- _INFORMATION SHOWN_

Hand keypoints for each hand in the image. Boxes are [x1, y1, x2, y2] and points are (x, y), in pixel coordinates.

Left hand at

---

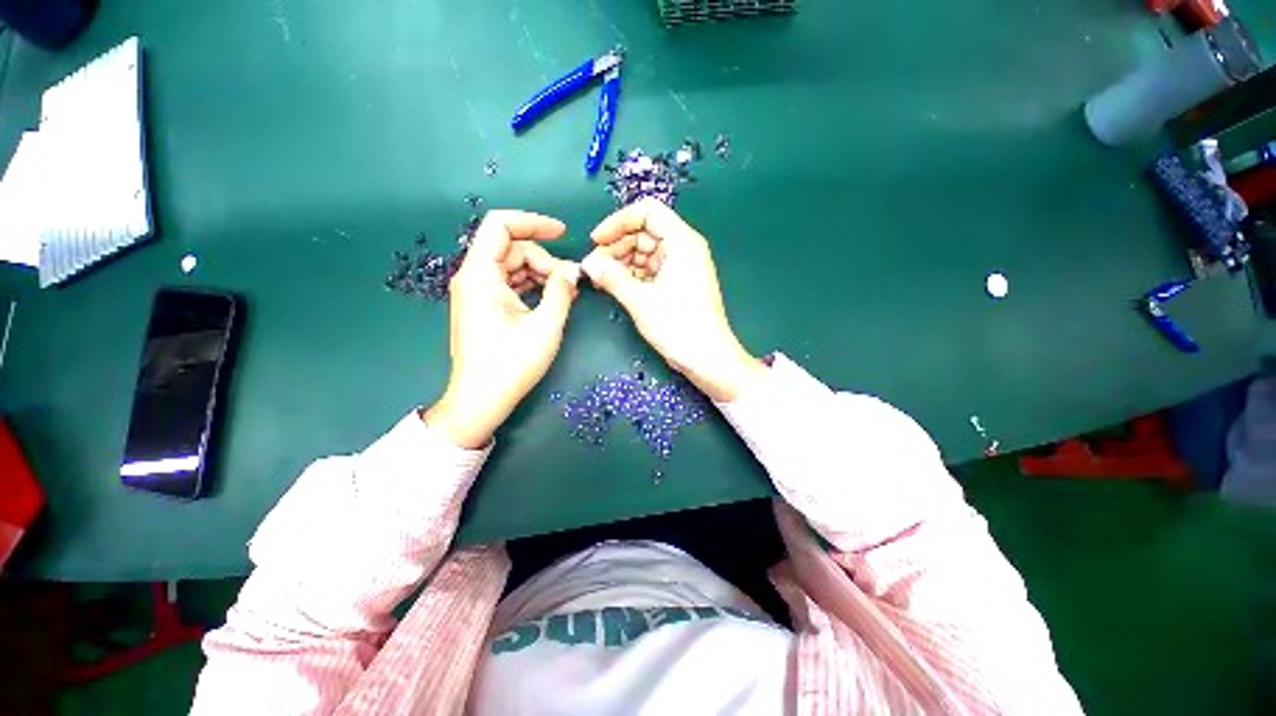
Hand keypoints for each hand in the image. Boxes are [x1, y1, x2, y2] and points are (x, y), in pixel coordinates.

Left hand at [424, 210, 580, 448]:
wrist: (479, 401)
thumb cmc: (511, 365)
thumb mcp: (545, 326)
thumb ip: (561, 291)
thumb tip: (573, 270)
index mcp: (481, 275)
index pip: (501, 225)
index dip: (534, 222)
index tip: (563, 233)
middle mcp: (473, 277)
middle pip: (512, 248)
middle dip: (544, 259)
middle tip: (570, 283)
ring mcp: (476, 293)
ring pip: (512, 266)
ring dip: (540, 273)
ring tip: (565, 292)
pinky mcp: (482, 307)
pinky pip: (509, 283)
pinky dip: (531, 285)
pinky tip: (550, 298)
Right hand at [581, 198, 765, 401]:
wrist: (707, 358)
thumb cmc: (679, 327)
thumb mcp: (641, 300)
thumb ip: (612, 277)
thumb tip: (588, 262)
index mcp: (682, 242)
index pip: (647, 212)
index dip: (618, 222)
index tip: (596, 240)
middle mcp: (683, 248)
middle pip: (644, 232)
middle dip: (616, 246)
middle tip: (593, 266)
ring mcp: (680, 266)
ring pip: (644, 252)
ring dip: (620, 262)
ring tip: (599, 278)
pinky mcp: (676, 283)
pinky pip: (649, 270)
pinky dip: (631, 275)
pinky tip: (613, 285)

- _ACTION ITEM_
Only the lines above starting with the one with "index pip: (647, 212)" and going through the one with "pinky tip: (613, 285)" are to be copied, word for word and with both ends kept.

- _WRITTEN ANSWER_
index pip: (647, 212)
index dip: (618, 222)
index tip: (596, 240)
middle mcp: (683, 248)
middle pip: (644, 232)
middle dip: (616, 246)
middle tip: (593, 266)
ring mcp: (680, 266)
ring pip: (644, 252)
ring dip: (620, 262)
ring tip: (599, 278)
pinky mcp: (676, 283)
pinky pip: (649, 270)
pinky dip: (631, 275)
pinky tip: (613, 285)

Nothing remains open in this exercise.